What you have to do
Look through the records below and collect all lines that hold the string "Greystoke".

Exercise materials
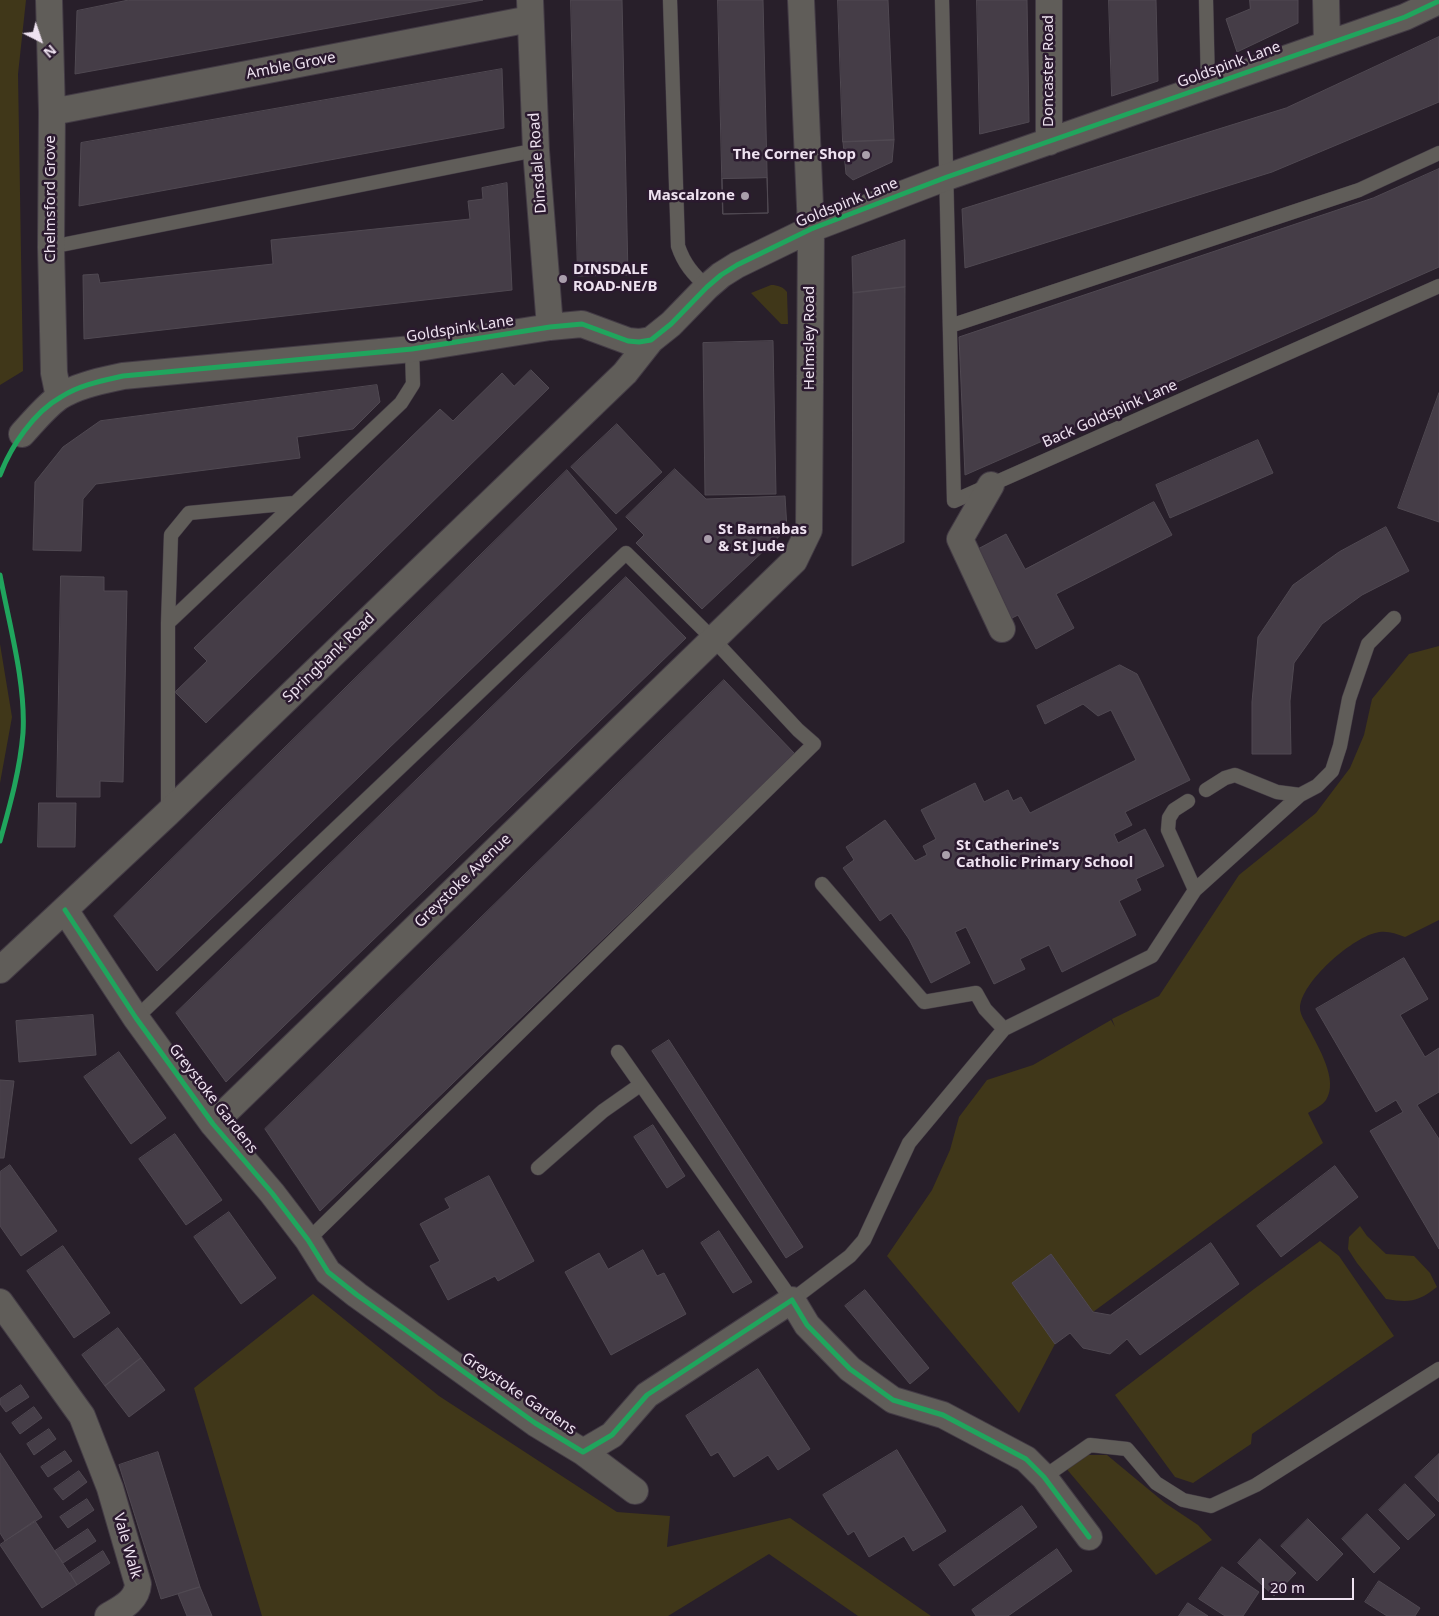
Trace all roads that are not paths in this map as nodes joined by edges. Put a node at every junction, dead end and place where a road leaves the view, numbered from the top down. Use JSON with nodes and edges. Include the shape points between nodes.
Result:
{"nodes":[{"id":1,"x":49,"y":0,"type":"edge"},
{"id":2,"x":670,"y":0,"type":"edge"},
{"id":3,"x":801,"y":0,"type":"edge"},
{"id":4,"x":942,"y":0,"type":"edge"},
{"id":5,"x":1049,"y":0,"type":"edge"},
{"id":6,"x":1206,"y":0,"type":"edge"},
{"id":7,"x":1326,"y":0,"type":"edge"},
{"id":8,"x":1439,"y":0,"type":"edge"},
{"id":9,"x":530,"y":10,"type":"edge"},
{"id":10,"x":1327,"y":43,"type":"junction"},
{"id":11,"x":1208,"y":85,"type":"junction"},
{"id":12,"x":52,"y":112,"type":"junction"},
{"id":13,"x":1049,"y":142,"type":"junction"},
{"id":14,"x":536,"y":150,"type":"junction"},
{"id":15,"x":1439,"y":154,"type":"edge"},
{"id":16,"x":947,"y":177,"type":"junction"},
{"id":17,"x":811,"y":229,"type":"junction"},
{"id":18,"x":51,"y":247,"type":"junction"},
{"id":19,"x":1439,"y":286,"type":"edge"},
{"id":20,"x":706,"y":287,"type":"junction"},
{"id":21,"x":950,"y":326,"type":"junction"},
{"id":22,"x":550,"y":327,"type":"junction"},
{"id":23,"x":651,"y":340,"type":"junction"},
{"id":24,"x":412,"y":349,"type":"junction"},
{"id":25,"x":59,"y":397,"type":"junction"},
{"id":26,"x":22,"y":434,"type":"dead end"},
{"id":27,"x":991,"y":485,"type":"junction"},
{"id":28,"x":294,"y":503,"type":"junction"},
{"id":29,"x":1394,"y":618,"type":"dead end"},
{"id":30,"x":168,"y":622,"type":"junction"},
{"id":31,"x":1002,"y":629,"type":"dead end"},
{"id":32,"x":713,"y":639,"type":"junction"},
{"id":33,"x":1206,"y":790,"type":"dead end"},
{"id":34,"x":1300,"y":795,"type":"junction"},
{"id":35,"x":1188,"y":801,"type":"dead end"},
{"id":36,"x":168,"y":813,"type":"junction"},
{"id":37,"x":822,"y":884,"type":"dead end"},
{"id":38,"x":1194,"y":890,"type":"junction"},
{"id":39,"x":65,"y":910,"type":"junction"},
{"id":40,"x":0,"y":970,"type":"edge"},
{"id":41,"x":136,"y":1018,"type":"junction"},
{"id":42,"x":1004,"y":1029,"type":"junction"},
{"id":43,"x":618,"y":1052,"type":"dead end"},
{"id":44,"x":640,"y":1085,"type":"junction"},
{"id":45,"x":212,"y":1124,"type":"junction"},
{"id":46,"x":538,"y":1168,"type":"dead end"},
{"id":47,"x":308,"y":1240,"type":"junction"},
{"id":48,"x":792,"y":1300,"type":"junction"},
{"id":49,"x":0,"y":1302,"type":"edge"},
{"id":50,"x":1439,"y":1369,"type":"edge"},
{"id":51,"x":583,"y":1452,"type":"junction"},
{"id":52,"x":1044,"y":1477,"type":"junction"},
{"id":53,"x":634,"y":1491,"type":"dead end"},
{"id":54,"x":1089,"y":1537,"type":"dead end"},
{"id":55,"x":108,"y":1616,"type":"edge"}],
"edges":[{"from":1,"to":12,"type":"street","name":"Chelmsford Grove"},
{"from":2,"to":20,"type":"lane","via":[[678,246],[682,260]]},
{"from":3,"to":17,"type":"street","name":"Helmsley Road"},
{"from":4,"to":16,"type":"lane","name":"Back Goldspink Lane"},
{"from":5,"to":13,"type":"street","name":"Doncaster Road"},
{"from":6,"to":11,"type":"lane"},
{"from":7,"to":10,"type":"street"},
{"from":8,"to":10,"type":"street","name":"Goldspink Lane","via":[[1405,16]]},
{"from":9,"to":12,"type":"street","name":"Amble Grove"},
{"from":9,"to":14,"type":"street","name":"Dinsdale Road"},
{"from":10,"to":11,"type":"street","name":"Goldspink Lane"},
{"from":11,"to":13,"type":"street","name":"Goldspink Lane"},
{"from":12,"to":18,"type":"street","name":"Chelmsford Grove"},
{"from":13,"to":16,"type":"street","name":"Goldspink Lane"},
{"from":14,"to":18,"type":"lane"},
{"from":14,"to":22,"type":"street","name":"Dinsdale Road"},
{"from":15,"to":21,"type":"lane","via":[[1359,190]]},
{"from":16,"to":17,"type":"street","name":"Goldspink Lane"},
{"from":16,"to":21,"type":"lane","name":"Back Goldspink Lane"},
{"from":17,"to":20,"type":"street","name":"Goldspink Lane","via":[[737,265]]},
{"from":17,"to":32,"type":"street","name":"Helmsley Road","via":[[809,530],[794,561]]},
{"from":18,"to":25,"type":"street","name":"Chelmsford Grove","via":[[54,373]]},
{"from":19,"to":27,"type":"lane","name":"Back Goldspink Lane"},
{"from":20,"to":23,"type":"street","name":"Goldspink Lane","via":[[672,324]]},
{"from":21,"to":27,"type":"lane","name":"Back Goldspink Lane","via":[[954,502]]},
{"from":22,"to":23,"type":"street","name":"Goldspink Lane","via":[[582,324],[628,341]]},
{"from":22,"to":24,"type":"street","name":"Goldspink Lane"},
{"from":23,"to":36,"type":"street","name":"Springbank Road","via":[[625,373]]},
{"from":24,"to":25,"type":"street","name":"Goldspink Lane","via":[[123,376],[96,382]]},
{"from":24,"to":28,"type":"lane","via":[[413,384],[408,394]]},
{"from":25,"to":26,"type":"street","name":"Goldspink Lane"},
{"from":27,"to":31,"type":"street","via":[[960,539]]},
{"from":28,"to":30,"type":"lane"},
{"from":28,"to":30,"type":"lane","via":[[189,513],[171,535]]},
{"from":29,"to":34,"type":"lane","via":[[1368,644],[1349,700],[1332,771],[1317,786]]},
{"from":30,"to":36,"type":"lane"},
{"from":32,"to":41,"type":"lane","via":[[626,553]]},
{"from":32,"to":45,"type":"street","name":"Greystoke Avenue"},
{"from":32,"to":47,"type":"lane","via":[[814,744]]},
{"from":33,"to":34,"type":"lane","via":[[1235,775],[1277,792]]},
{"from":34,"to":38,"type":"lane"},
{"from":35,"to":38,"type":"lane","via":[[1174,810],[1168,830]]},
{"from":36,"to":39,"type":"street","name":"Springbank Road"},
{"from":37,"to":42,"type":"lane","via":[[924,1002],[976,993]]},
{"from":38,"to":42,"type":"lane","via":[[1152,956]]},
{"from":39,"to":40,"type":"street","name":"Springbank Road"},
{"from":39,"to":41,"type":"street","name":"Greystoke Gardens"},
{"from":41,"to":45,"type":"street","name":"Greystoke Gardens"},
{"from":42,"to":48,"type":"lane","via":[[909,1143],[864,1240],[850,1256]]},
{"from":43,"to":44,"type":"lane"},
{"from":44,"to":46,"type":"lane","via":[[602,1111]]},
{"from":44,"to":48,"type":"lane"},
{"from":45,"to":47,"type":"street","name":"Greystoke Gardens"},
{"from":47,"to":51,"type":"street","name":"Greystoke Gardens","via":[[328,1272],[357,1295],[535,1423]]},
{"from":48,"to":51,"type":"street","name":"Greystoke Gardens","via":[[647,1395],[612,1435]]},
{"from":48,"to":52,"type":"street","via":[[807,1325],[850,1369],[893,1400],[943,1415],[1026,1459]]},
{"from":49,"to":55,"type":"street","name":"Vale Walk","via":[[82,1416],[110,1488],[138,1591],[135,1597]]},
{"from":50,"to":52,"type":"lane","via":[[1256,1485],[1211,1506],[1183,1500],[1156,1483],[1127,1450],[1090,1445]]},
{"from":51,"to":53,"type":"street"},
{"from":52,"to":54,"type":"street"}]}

* * *

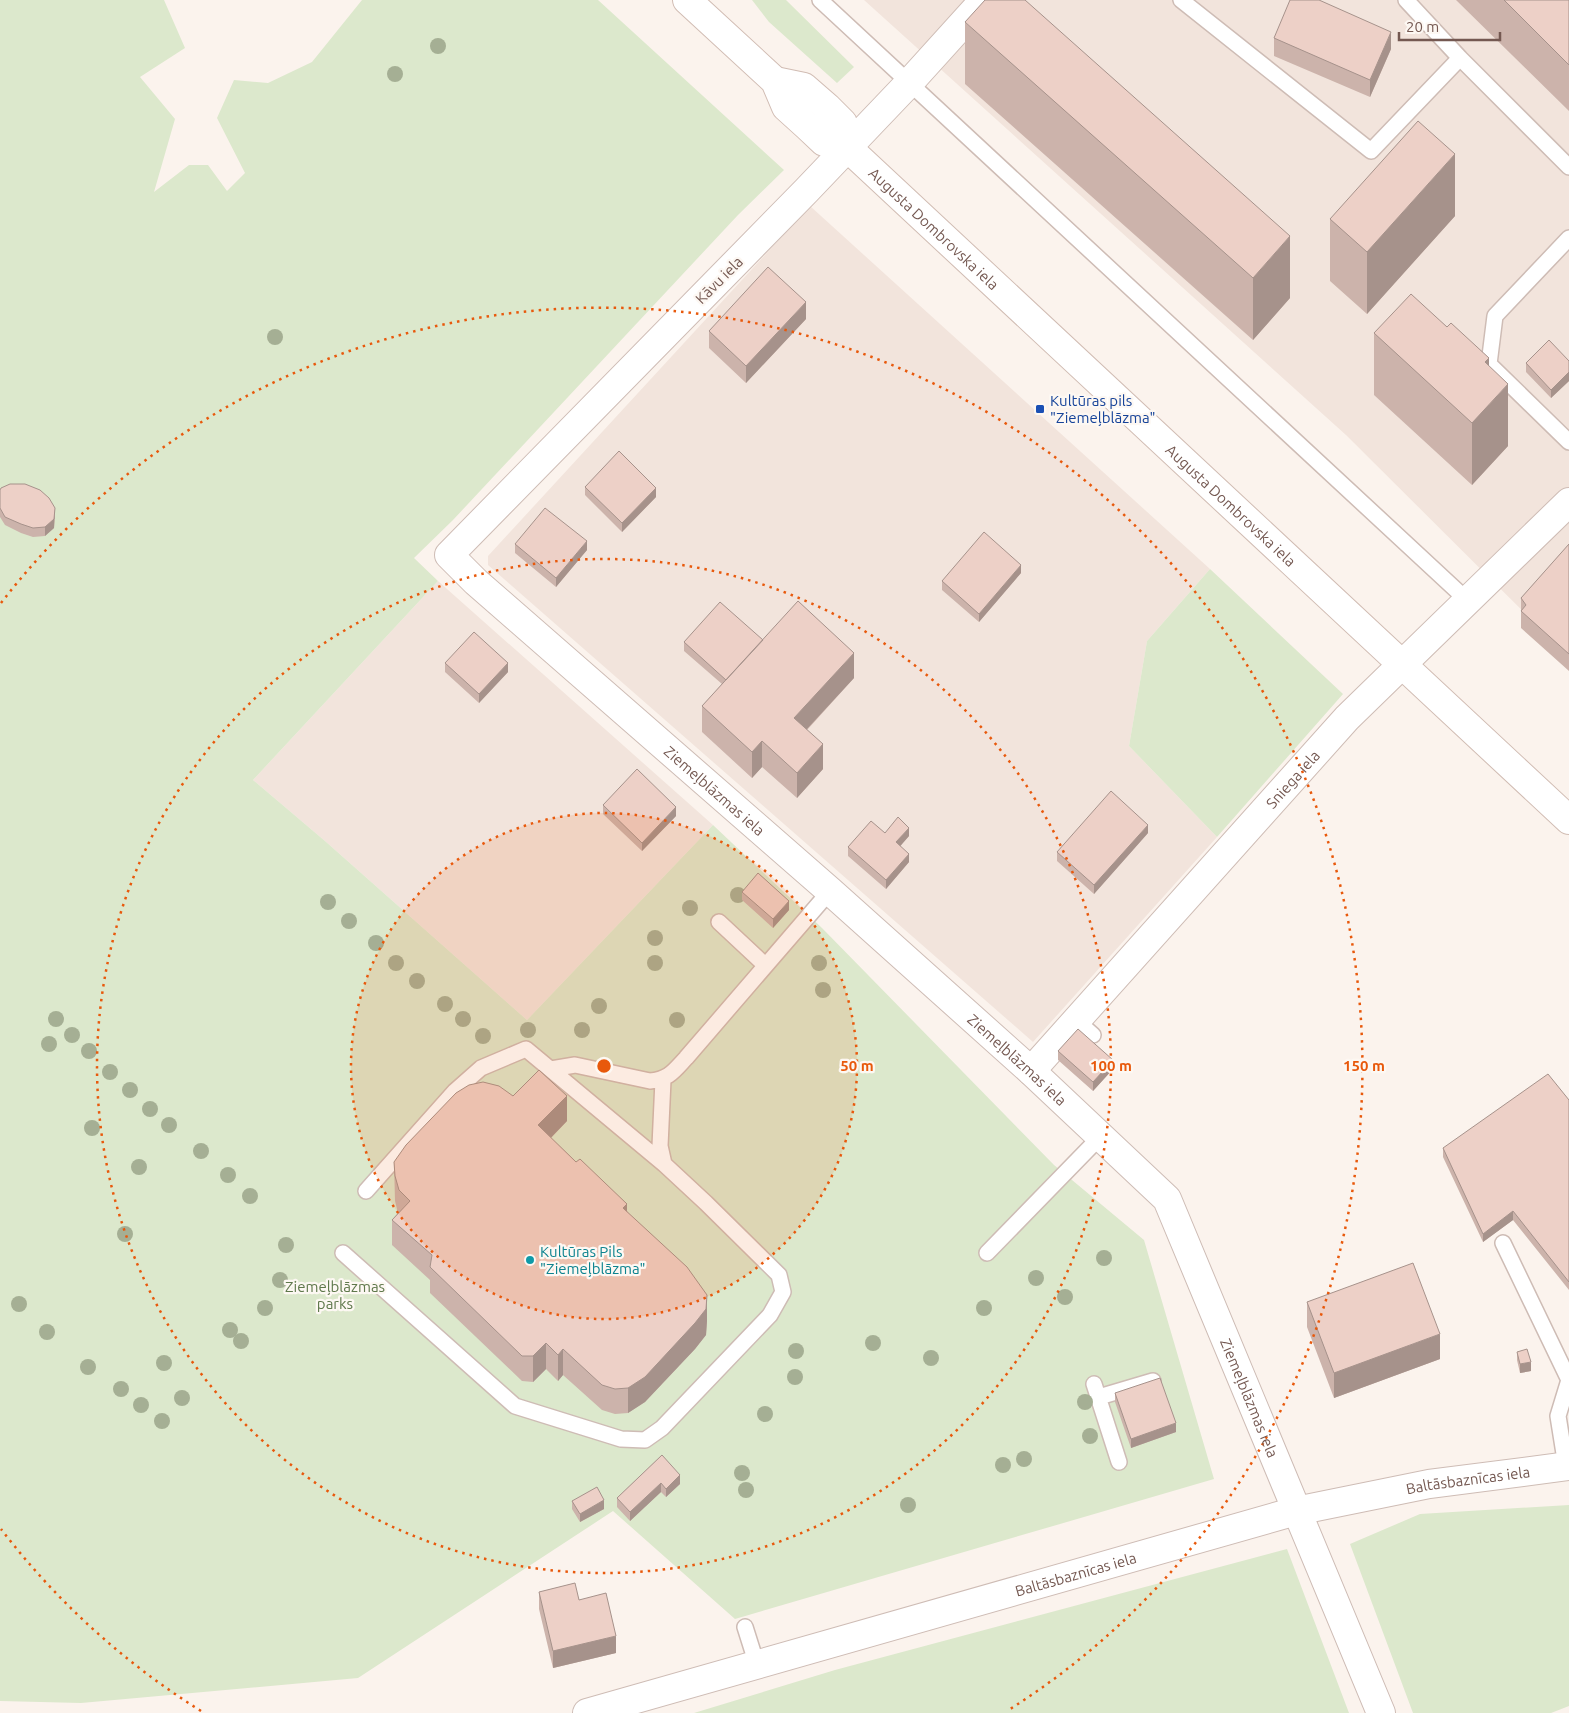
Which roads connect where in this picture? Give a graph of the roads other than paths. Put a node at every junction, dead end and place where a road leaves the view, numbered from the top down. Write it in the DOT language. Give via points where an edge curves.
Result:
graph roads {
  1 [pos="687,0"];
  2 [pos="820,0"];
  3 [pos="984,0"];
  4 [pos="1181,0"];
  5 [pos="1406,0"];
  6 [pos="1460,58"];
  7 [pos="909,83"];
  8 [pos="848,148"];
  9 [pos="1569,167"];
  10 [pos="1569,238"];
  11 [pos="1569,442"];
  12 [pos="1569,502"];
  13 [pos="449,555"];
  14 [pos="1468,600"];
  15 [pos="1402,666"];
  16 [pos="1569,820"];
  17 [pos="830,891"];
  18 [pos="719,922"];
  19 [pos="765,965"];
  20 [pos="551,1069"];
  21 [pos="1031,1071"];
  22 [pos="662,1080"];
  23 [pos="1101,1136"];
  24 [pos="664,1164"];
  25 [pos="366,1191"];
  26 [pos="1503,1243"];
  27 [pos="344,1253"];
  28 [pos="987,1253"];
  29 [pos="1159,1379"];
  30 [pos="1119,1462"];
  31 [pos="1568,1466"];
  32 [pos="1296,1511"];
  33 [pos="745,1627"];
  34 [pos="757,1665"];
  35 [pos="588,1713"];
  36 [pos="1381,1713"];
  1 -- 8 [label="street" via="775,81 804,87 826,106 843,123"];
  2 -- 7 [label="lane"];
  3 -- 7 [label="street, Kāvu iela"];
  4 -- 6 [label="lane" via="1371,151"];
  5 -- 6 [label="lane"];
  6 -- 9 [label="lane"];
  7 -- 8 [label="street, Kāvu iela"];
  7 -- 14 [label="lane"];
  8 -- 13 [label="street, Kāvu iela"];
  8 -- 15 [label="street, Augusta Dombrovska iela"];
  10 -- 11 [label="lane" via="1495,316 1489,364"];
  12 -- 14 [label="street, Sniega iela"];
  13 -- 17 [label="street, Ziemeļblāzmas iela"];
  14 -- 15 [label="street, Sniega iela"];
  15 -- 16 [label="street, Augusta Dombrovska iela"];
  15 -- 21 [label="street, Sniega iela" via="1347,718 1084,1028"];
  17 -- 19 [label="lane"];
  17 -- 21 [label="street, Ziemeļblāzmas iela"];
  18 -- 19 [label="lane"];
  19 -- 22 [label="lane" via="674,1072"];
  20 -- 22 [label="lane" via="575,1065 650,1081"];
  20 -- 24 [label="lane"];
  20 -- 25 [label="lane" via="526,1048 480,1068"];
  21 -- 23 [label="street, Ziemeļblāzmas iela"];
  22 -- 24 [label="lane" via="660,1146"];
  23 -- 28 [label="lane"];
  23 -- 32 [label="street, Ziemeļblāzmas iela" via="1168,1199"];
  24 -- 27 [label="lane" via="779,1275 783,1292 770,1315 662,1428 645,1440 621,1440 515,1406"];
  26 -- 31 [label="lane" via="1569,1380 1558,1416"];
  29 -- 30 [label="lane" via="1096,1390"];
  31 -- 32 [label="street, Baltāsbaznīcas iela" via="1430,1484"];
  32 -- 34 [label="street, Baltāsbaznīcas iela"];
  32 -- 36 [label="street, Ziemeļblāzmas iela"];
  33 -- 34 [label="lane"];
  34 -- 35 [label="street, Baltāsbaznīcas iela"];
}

Your solution
{"from":32,"to":45,"type":"street","name":"Greystoke Avenue"},
{"from":39,"to":41,"type":"street","name":"Greystoke Gardens"},
{"from":41,"to":45,"type":"street","name":"Greystoke Gardens"},
{"from":45,"to":47,"type":"street","name":"Greystoke Gardens"},
{"from":47,"to":51,"type":"street","name":"Greystoke Gardens","via":[[328,1272],[357,1295],[535,1423]]},
{"from":48,"to":51,"type":"street","name":"Greystoke Gardens","via":[[647,1395],[612,1435]]},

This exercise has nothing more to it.